ASSIGNMENT |
Leave out the images; return the rest of the data exactly.

Saved entries |
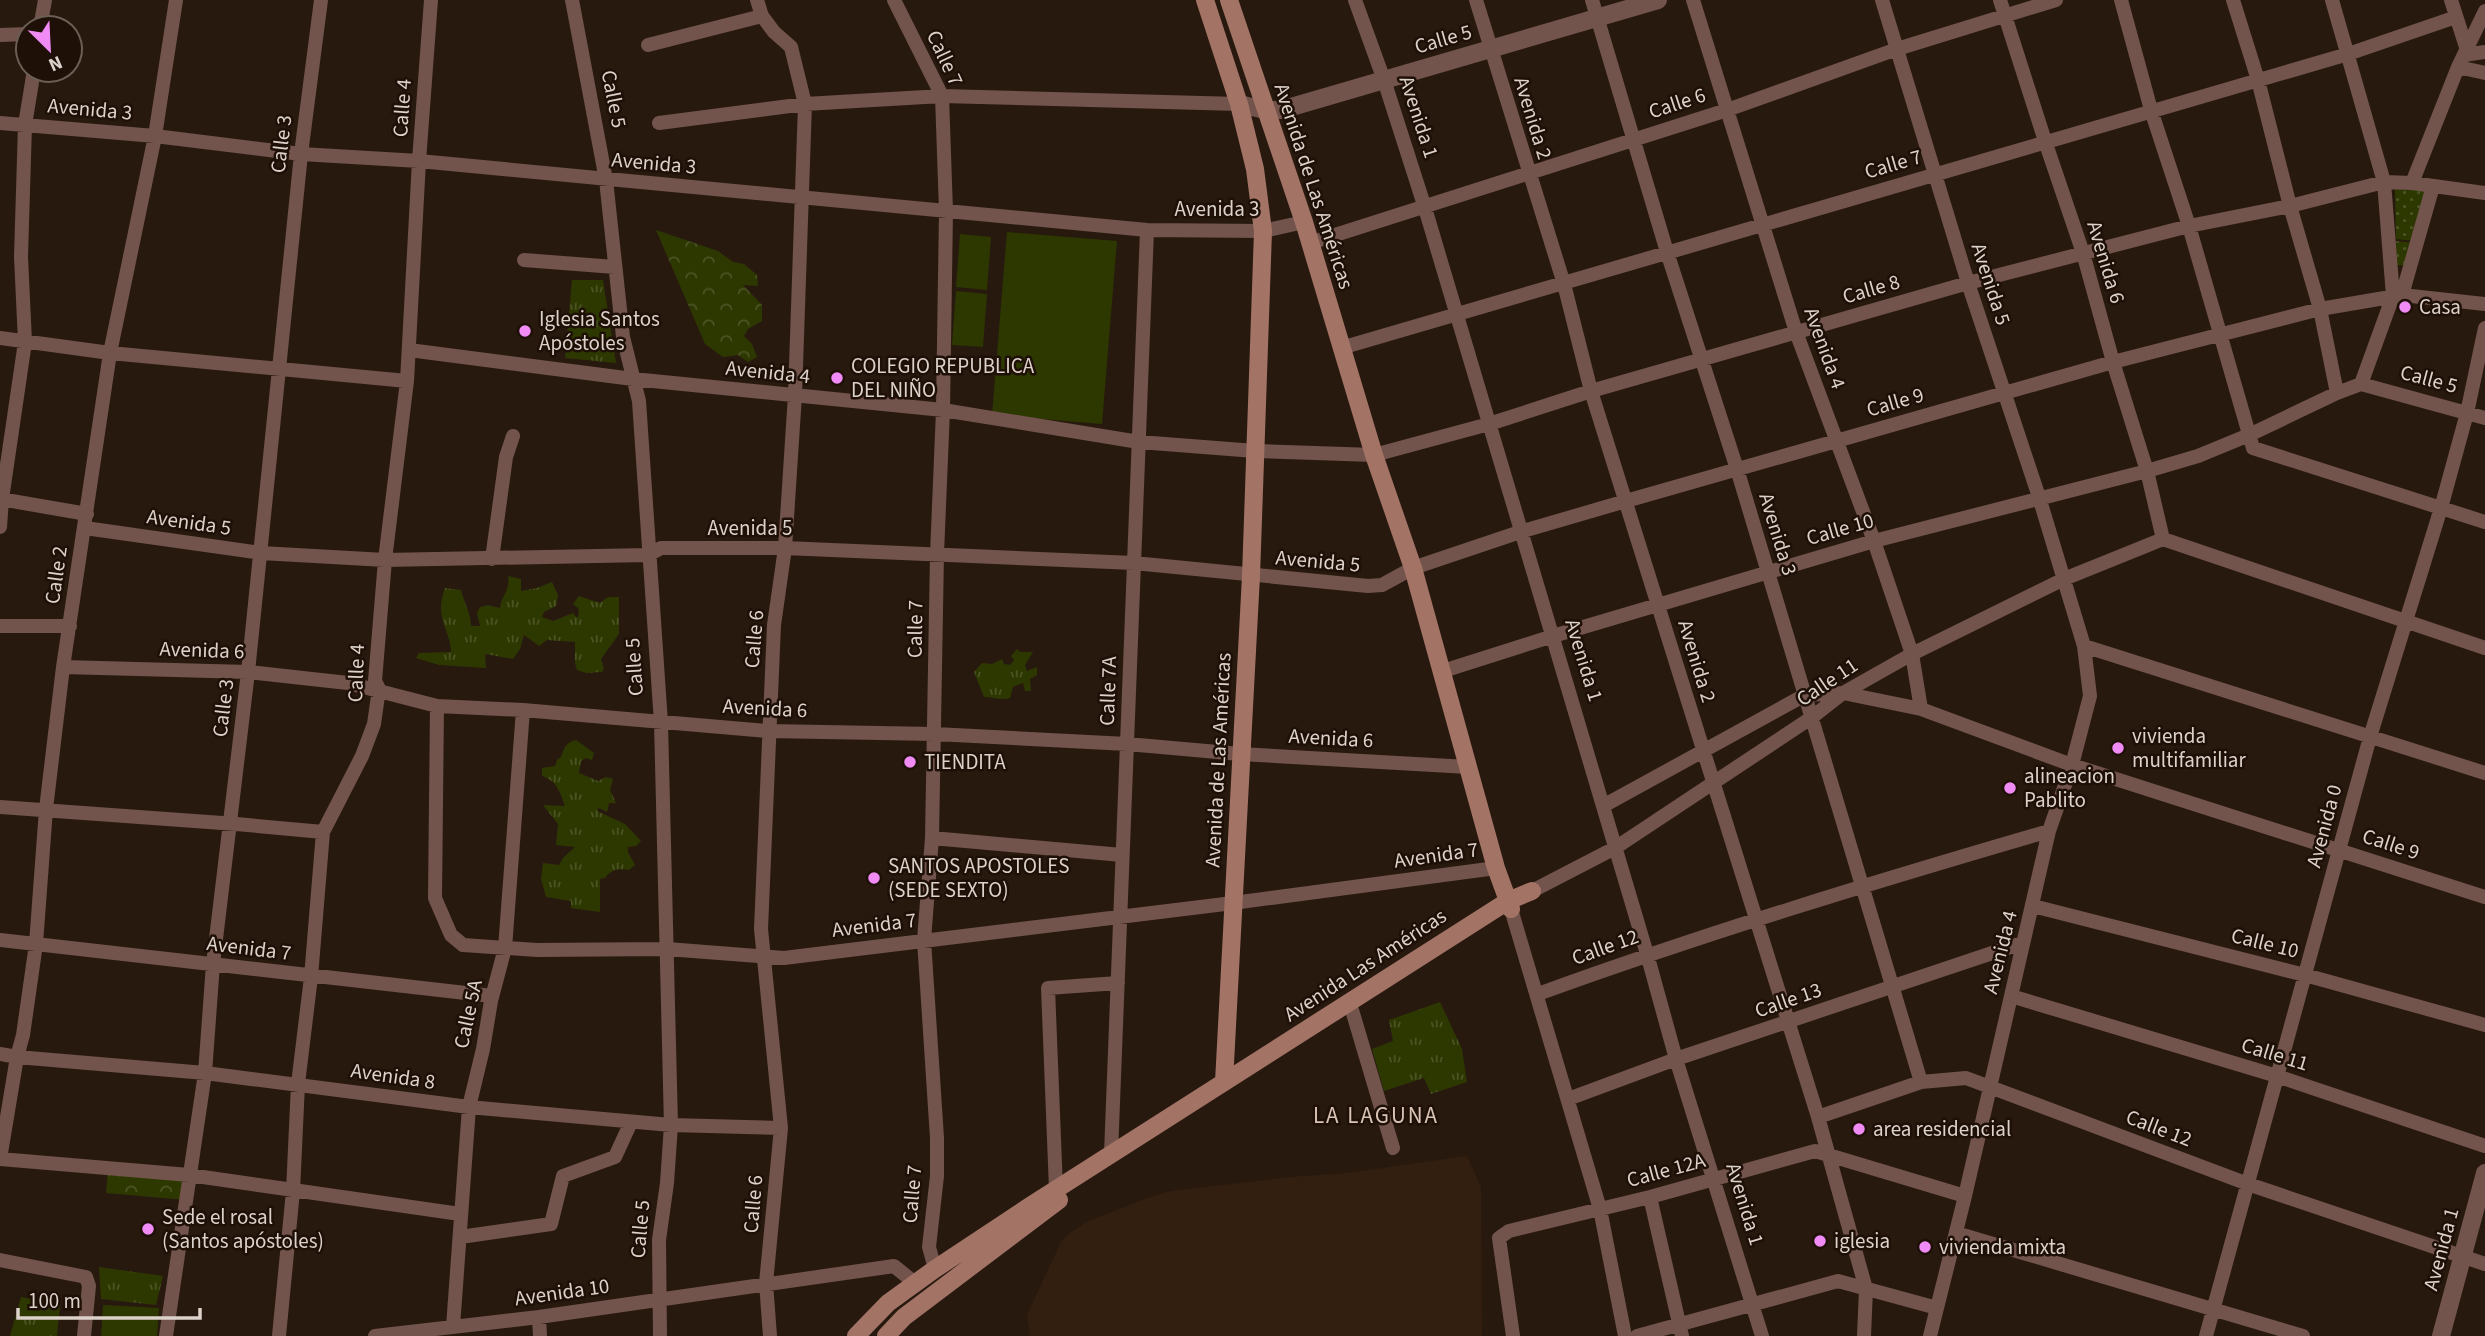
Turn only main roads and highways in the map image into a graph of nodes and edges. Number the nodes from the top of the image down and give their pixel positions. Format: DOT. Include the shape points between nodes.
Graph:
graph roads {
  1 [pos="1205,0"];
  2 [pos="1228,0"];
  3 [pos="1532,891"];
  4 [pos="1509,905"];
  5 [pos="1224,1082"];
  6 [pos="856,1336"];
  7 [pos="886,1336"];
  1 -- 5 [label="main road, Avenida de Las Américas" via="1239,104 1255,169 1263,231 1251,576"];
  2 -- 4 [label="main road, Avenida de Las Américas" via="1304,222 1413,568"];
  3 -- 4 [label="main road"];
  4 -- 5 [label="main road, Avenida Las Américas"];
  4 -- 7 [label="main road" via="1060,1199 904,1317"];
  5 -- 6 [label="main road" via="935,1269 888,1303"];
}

WRITTEN RESPONSE |
Turn only main roads and highways in the map image into a graph of nodes and edges. Number the nodes from the top of the image down and give their pixel positions. Format: DOT. Include the shape points between nodes.
Graph:
graph roads {
  1 [pos="1205,0"];
  2 [pos="1228,0"];
  3 [pos="1532,891"];
  4 [pos="1509,905"];
  5 [pos="1224,1082"];
  6 [pos="856,1336"];
  7 [pos="886,1336"];
  1 -- 5 [label="main road, Avenida de Las Américas" via="1239,104 1255,169 1263,231 1251,576"];
  2 -- 4 [label="main road, Avenida de Las Américas" via="1304,222 1413,568"];
  3 -- 4 [label="main road"];
  4 -- 5 [label="main road, Avenida Las Américas"];
  4 -- 7 [label="main road" via="1060,1199 904,1317"];
  5 -- 6 [label="main road" via="935,1269 888,1303"];
}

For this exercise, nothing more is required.